La sua prima cravatta di seta.

Aveva ventotto anni e quella era la sua prima cravatta di seta. Era di Gucci. Stava davanti allo specchio a lisciarla e continuava a sistemare il nodo.

 

Gliel’avevano regalata Peggy e Bucky, i suoi migliori amici. Azzurra, così che si abbinasse ai suoi occhi.

Quando aveva visto la busta di carta patinata, liscia, lucida, color oro, della boutique sulla Quinta Strada, si era arrabbiato tantissimo.

“Voi due siete pazzi! Siete andati a spendere, quanto? Duecento dollari? Per una striscia di seta!”

“Stai zitto Steve e accetta un regalo per una volta. E’ la tua prima mostra importante e poi c’è il rischio che tu possa incontrare lui.” Peggy era stata perentoria e non aveva del tutto torto riguardo a certi incontri casuali.

 

Dopo aver sistemato per la settima, o l’ottava, volta il nodo della cravatta, controllò il resto.

Tolse un pelucco dal risvolto della giacca nera del suo completo elegante, uno dei pochi che possedeva e no, quello non era di Gucci, non poteva permetterselo. Però il reparto uomo di Bloomingdale’s dava buone soddisfazioni in periodo di saldi.

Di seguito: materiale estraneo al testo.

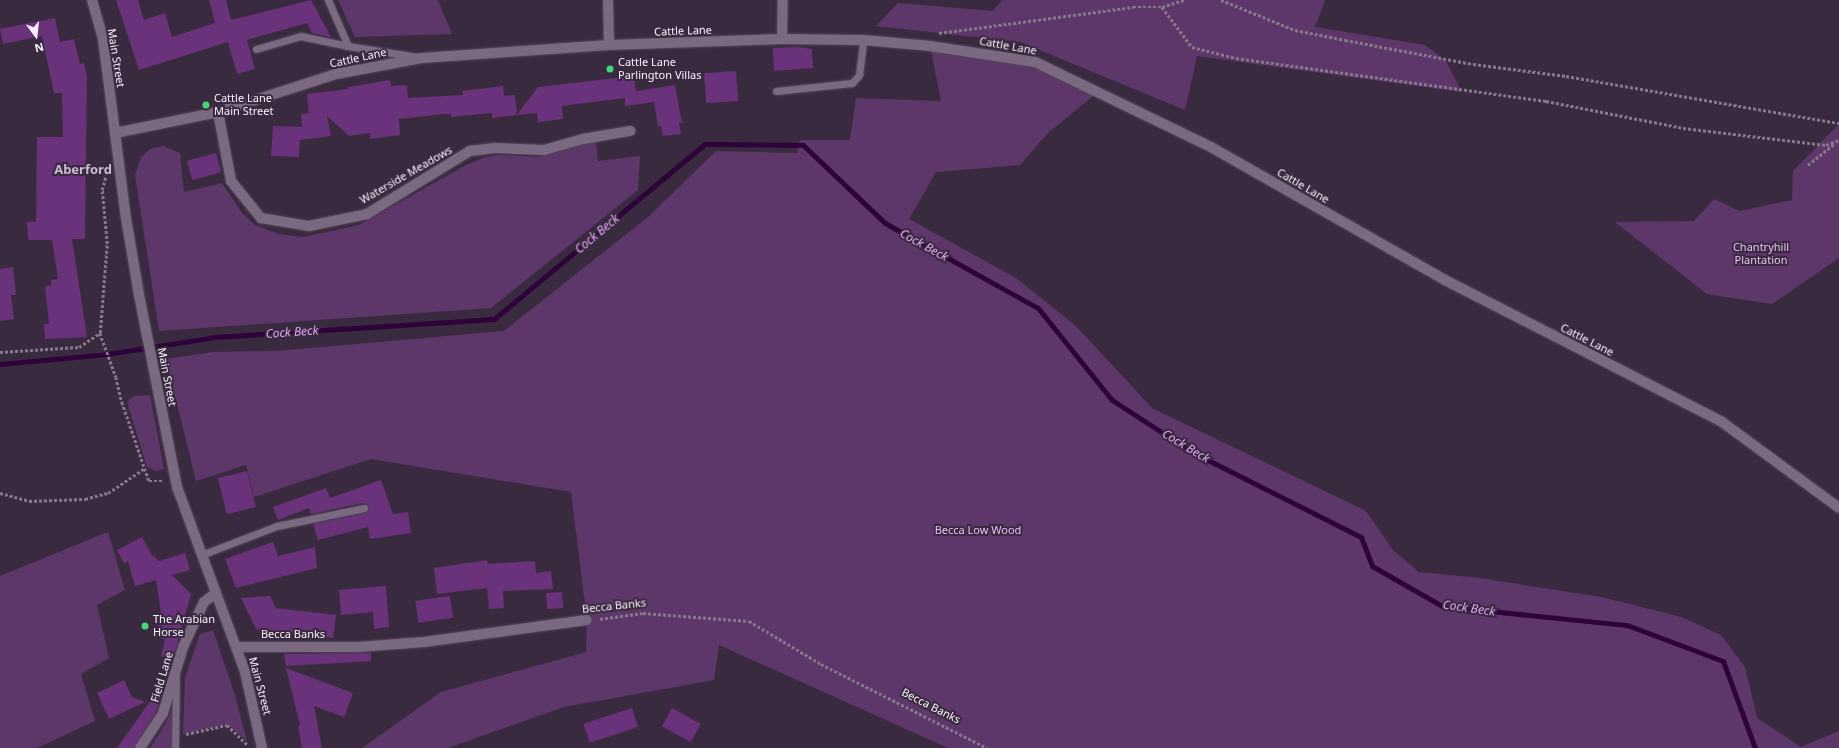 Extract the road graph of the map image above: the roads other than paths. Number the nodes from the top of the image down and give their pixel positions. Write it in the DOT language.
graph roads {
  1 [pos="92,0"];
  2 [pos="328,0"];
  3 [pos="608,0"];
  4 [pos="783,0"];
  5 [pos="782,39"];
  6 [pos="863,40"];
  7 [pos="348,46"];
  8 [pos="609,46"];
  9 [pos="256,49"];
  10 [pos="422,58"];
  11 [pos="776,91"];
  12 [pos="218,112"];
  13 [pos="630,131"];
  14 [pos="115,133"];
  15 [pos="364,508"];
  16 [pos="1839,508"];
  17 [pos="202,555"];
  18 [pos="216,593"];
  19 [pos="587,620"];
  20 [pos="236,647"];
  21 [pos="176,670"];
  22 [pos="261,744"];
  23 [pos="140,748"];
  24 [pos="176,748"];
  1 -- 14 [label="street, Main Street"];
  2 -- 7 [label="lane"];
  3 -- 8 [label="street"];
  4 -- 5 [label="street"];
  5 -- 6 [label="street, Cattle Lane"];
  5 -- 8 [label="street, Cattle Lane"];
  6 -- 11 [label="lane"];
  6 -- 16 [label="street, Cattle Lane"];
  7 -- 9 [label="lane"];
  7 -- 10 [label="lane"];
  8 -- 10 [label="street, Cattle Lane"];
  10 -- 12 [label="street, Cattle Lane"];
  12 -- 13 [label="street, Waterside Meadows"];
  12 -- 14 [label="street, Cattle Lane"];
  14 -- 17 [label="street, Main Street"];
  15 -- 17 [label="lane"];
  17 -- 18 [label="street, Main Street"];
  18 -- 20 [label="street, Main Street"];
  18 -- 21 [label="street, Field Lane"];
  19 -- 20 [label="street, Becca Banks"];
  20 -- 22 [label="street, Main Street"];
  21 -- 23 [label="street, Field Lane"];
  21 -- 24 [label="lane"];
}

I capelli erano perfetti: aveva la fortuna di averli lisci, biondi come il grano maturo e riusciva a tenerli sempre in ordine con la riga di lato.

 

Lui era un artista anomalo: il suo studio era il regno del rigore e della pulizia, non c’era pennello o tavolozza fuori posto.

Forse per questa sua peculiarità, così inusuale in un mondo creativo come il suo, riusciva a creare opere straordinariamente uniche.

 

Per questo motivo la fondazione Stark Industries for New York Young Artists l’aveva selezionato per la mostra annuale che si teneva al Metropolitan Museum i primi di giugno da alcuni anni a quella parte.

Era stata la presidentessa in persona a chiamarlo, Virginia Potts. Si era innamorata del suo Kids in the Park, esposto in una galleria sulla Cinquattottesima Strada, proprio dietro a quel grande e brutto edific-, sì, insomma, la Stark Tower.

“Finalmente vedo qualcosa di delicato, Steve. La posso chiamare Steve, vero?” Gli aveva detto, durante la loro lunga chiacchierata telefonica.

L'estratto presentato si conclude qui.